Iskandar Ding: Introduction to Tajik Persian 2 – Differences in Pronunciation

Posted  12 May 2020

Tajik Persian has a few phonetic and phonological idiosyncrasies which speakers and learners of Iranian Persian may not be immediately used to. In this post I will talk about some of the main differences. Bear in mind, however, that Tajik Persian, like Persian varieties elsewhere, is not ‘one language’, but consists of many regional dialects/accents. An individual’s pronunciation may be influenced by their ethnicity, region of origin, their education background (particularly whether they have mainly been educated in Russian, as Tajiks whose predominant language is Russian may have a slight ‘Russian twang’ when speaking Tajik), and their exposure to other varieties of Persian. These factors determine how a Tajik Persian speaker deals with the standard phonetics in real-life situations. The following remarks are based on general observations:


  1. The short i and short u

The kasra ِ  (zēr) and ḍamma ُ (pēsh), consistently pronounced in Iranian Persian as a short e and a short o respectively, are written as и and у in the Tajik Cyrillic script and largely pronounced as a short i and a short u. Some speakers may pronounce и (i) with a slight hint of e, and у (u) with a slight hint of o, similar to the Iranian pronunciation, but never really as solid e and o. This makes Tajik Persian words more similar to the transliteration system used by some scholars, especially scholars of classical Persian literature (cf. the transliteration of the name of the poet حافظ as Ḥāfiẓ or Ḥāfeẓ, as the second syllable contains a kasra)

N.B. The kasra is not pronounced as a short i in Tajik when it is at word-initial position and followed by an originally ‘throaty’ sound, namely the glottal stop (mostly ع ), ح and ه: эълон (eʿlān, اعلان) not *иълон, эҳсос (eḥsās, احساس) not *иҳсос, эҳмол (ehmāl, احمال) not *иҳмол, making these (mainly Arabic) words sound similar to their pronunciation in Iranian Persian. It is also a short e before ه (h) in a handful of words, such as меҳмон (mehmān, مهمان) not *миҳмон, деҳ (deh, ده) not *диҳ.


  1. The long ē and the long ō

Tajik (as well as Afghan) Persian has retained the classical distinction between the long ē and the long ī, and the distinction between the long ō and the long ū. Both distinctions have been entirely lost in standard Iranian Persian. For example, ‘lion’ is шер (šēr, شير), and ‘milk’ is шир (šīr, شیر) in Classical Persian as well as Tajik (and Afghan Persian, i.e. ‘Dari’), but both are pronounced as šīr in standard Iranian Persian. ‘Nothing’ is always hēč in Tajik, not hīč as in Iranian Persian. The ی as an indefinite marker is also pronounced as ē in Tajik Persian, including when it is used before the conjunction که (pronounced ki in Tajik): the Iranian وقتی  که (vaqti ke) is вақте ки (vaqte ki) in Tajik. This is reminiscent of its etymology – the suffix -ēw (‘one’) in Middle Persian.

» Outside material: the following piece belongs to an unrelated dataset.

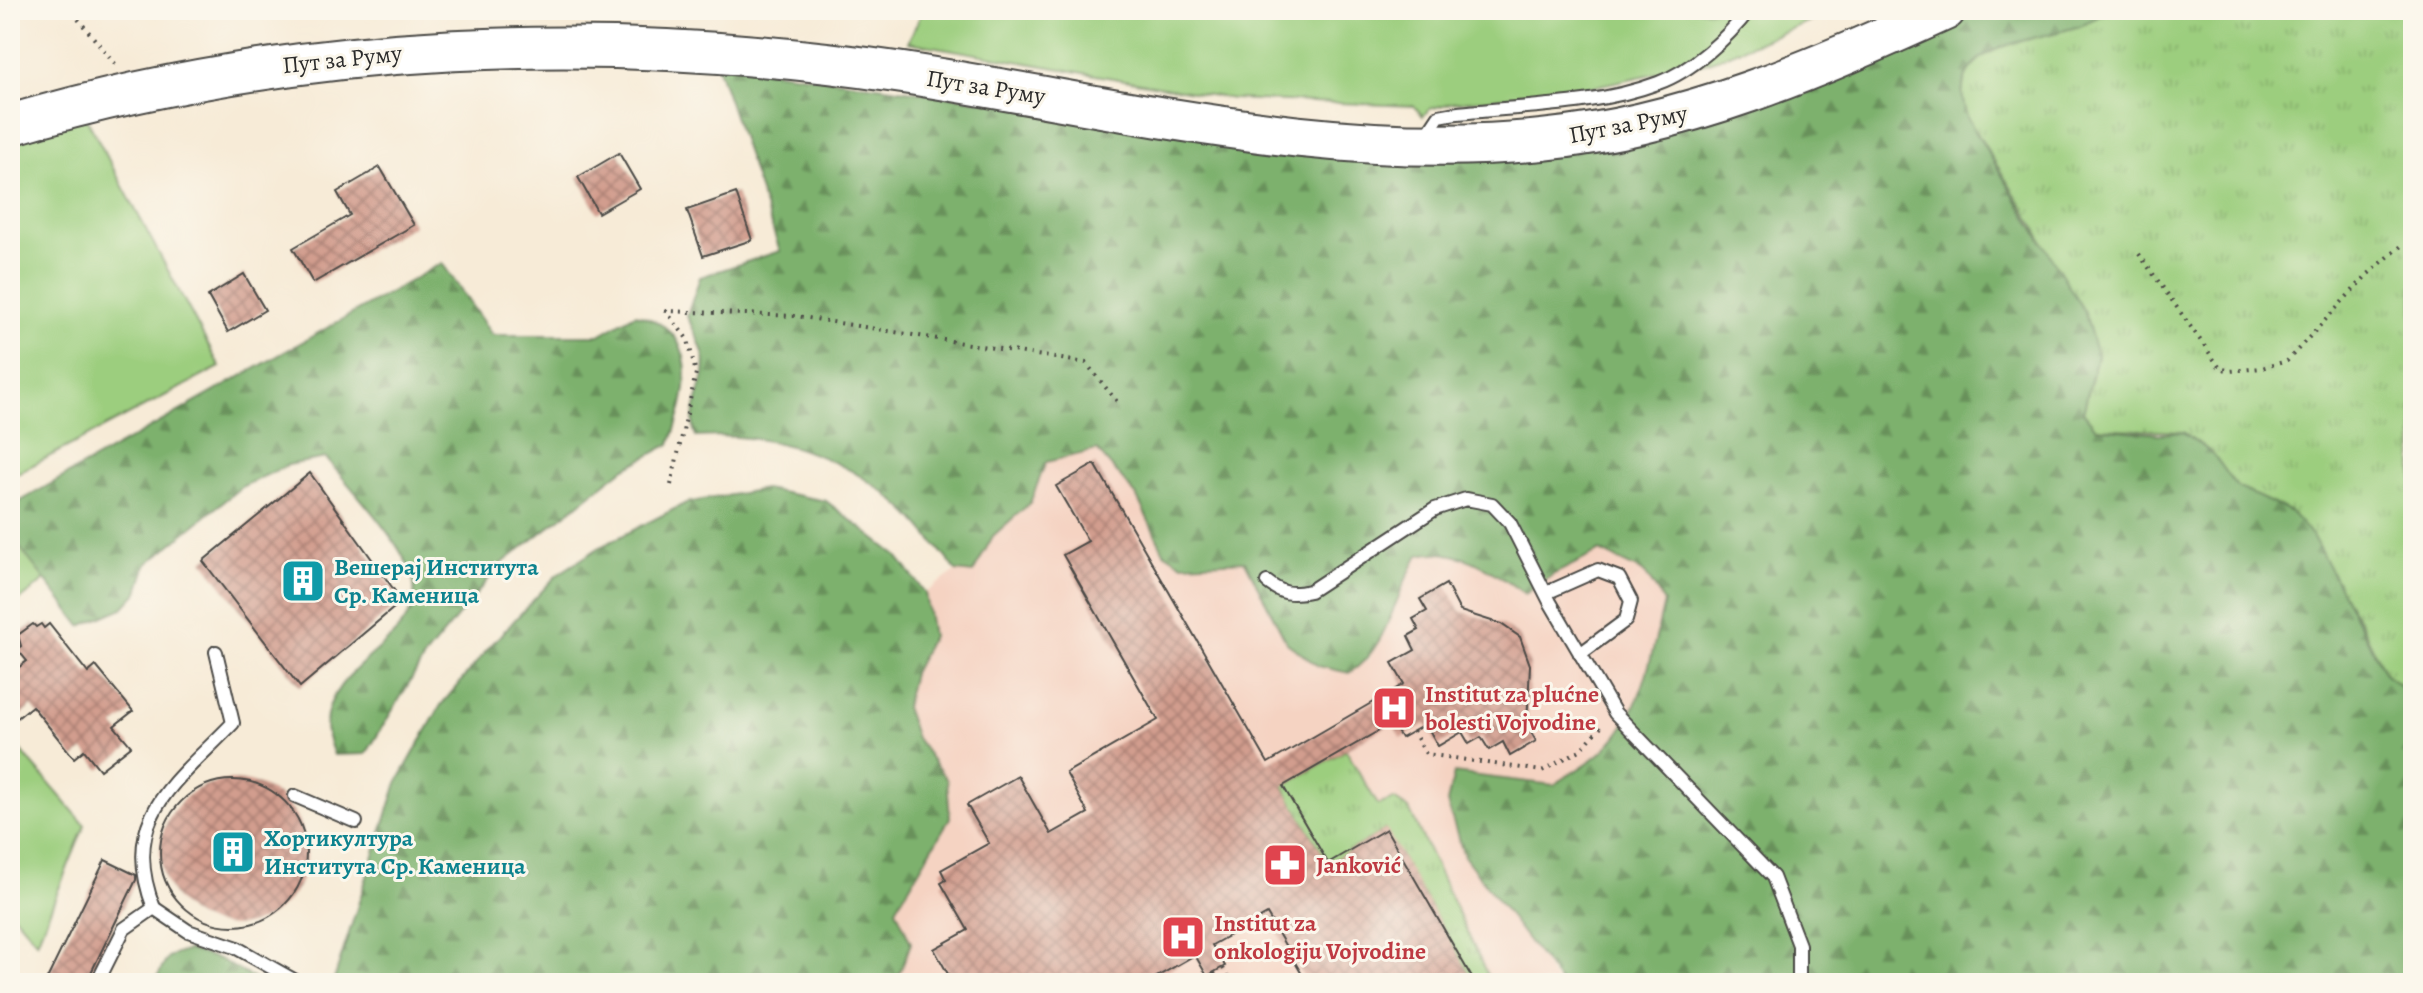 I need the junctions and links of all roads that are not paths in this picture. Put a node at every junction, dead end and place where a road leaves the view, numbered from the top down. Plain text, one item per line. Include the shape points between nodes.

The long ō is also preserved in Tajik Persian and written as ӯ, but some speakers may pronounce it with a slight umlaut, that is, similar to the German and the Turkish ö. Compare دوست: Taj. дӯст (dōst) vs. Ir. dūst; کوشش: Taj. кӯшиш (kōšiš) vs. Ir. kūšeš. Some speakers, however, pronounce the long ō with too much lip-fronting, producing in a sound almost identical to the long ū in Iranian.

These differences have resulted in interesting ‘letter swaps’ in some conventional transliterations: the poet بیدل, transliterated according to the Iranian pronunciation, would be Bīdel, but Bēdil according to the classical and Tajik/Afghan pronunciation. The famous madrasa complex in Samarkand is conventionally called Registan (‘sandy place’ < rēg ریگ ‘sand’) in English, transliterated according to the Tajik pronunciation, but would be Rīgestān according to the Iranian. Similarly, the Iranian gorūh (گروه) is the Tajik gurōh (гурӯҳ).

Unfortunately, there is no easy way to tell where exactly a long ī in Iranian should be a long ē in Tajik and where a long ū should be a long ō, if you judge purely from the Perso-Arabic script, unless you are familiar with Middle Persian (Pahlavi). In general, a long ū written as و in Iranian is more likely to be a long ō in Tajik than a long ī written as ی is to be a long ē. You will get a ‘feeling’ for it with time. Knowledge of Persian words in Urdu and some Turkic languages, especially Uzbek and Uyghur, would be of great help, as Persian words entered these languages when they were still pronounced classically, i.e. similar to modern Tajik.


  1. The long ā

Perhaps the most confusing aspect of Tajik Cyrillic is the fact that the Cyrillic letter о, identical with the Latin o, is used to write the long ā sound in Persian. This is not unreasonable. In modern Tajik, this sound is pronounced with more rounded quality than its counterpart in Iranian and Afghan Persian, making it sound almost like the British English short o (in ‘lot’), or even the British English long ō (the sound made by the word ‘or’) in some speakers. Some Tajik linguists have argued that when Tajiks still used the Perso-Arabic script, the ‘o quality’ of the long ā was absent, and it sounded just like the long ā in Iranian and Afghan Persian. They have also lamented that it is the graph o in Tajik Cyrillic, compounded with generations of compulsory Russian-medium education, that has changed the pronunciation of the long ā in Tajik. This theory has some validity, but is contestable, because Tajik is spoken among other Iranian languages in which the Middle Iranian long ā has become an o, and this may have influenced Tajik.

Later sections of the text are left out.